(YOUR INSTRUCTIONS): Could you work out the number of lines in the listing that include the word "Verne" and reply with that figure alone?

─── EXERCISE MATERIAL ───

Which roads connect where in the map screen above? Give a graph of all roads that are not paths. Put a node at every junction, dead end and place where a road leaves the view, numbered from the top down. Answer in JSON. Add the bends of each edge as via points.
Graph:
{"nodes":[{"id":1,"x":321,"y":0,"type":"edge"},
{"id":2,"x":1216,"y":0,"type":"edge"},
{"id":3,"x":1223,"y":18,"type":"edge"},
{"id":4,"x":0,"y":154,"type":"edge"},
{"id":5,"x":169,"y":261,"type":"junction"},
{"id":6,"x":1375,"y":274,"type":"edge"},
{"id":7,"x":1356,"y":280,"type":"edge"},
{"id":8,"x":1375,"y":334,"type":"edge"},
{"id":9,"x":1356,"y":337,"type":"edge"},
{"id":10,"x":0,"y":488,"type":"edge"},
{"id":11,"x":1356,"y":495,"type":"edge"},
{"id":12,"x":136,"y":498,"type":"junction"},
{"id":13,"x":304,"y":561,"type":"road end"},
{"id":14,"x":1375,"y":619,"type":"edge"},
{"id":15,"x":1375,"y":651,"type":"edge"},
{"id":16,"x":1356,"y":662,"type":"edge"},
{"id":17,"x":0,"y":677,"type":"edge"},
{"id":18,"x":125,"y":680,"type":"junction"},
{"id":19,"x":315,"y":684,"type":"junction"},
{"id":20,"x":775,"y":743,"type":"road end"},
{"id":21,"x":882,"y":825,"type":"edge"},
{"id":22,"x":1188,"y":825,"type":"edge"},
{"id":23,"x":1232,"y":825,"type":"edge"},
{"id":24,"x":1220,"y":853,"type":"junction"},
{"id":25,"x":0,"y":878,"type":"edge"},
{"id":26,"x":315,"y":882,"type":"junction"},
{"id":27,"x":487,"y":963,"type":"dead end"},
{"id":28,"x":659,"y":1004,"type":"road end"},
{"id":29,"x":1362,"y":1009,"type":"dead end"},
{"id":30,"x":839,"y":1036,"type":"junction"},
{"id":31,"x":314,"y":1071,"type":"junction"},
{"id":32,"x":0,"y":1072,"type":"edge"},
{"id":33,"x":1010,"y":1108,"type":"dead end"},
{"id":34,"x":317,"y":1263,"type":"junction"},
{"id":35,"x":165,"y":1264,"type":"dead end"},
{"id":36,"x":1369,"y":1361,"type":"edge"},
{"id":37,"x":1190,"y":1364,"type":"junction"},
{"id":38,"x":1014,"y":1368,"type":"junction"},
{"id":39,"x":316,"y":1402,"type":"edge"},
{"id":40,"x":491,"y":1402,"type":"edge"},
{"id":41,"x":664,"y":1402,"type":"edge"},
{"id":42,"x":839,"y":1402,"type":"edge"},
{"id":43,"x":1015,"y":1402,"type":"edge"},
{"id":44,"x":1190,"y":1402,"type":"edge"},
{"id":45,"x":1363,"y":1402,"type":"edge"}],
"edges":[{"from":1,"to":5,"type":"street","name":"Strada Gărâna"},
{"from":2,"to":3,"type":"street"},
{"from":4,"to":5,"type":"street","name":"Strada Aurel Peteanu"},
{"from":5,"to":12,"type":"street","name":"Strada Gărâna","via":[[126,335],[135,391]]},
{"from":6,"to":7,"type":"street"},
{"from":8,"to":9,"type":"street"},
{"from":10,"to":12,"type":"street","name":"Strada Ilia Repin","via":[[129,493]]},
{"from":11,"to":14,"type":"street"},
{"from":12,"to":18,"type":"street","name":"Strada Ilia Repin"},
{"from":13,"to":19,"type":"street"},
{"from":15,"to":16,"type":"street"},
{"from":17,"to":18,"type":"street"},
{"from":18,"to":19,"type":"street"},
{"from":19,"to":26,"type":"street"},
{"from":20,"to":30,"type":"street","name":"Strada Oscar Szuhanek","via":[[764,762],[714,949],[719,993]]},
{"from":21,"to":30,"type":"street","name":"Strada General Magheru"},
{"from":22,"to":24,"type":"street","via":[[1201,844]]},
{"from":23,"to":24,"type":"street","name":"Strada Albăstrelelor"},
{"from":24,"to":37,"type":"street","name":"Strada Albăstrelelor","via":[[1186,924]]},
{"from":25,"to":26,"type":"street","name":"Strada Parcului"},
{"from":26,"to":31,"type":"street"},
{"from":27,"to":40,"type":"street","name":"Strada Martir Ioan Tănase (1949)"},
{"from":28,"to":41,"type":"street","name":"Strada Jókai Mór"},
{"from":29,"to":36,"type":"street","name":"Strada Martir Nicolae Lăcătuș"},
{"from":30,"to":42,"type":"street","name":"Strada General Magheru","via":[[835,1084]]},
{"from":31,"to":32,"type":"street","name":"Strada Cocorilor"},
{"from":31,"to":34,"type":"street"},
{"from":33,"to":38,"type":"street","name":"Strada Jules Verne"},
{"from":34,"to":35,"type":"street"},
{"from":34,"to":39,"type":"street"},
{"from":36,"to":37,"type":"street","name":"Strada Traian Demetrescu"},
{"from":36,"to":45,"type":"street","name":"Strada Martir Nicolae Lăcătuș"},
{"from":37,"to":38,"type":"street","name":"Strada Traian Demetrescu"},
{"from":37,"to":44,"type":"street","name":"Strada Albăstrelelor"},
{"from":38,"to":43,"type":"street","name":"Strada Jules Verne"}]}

───

(RESULT OF THIS EXERCISE): 2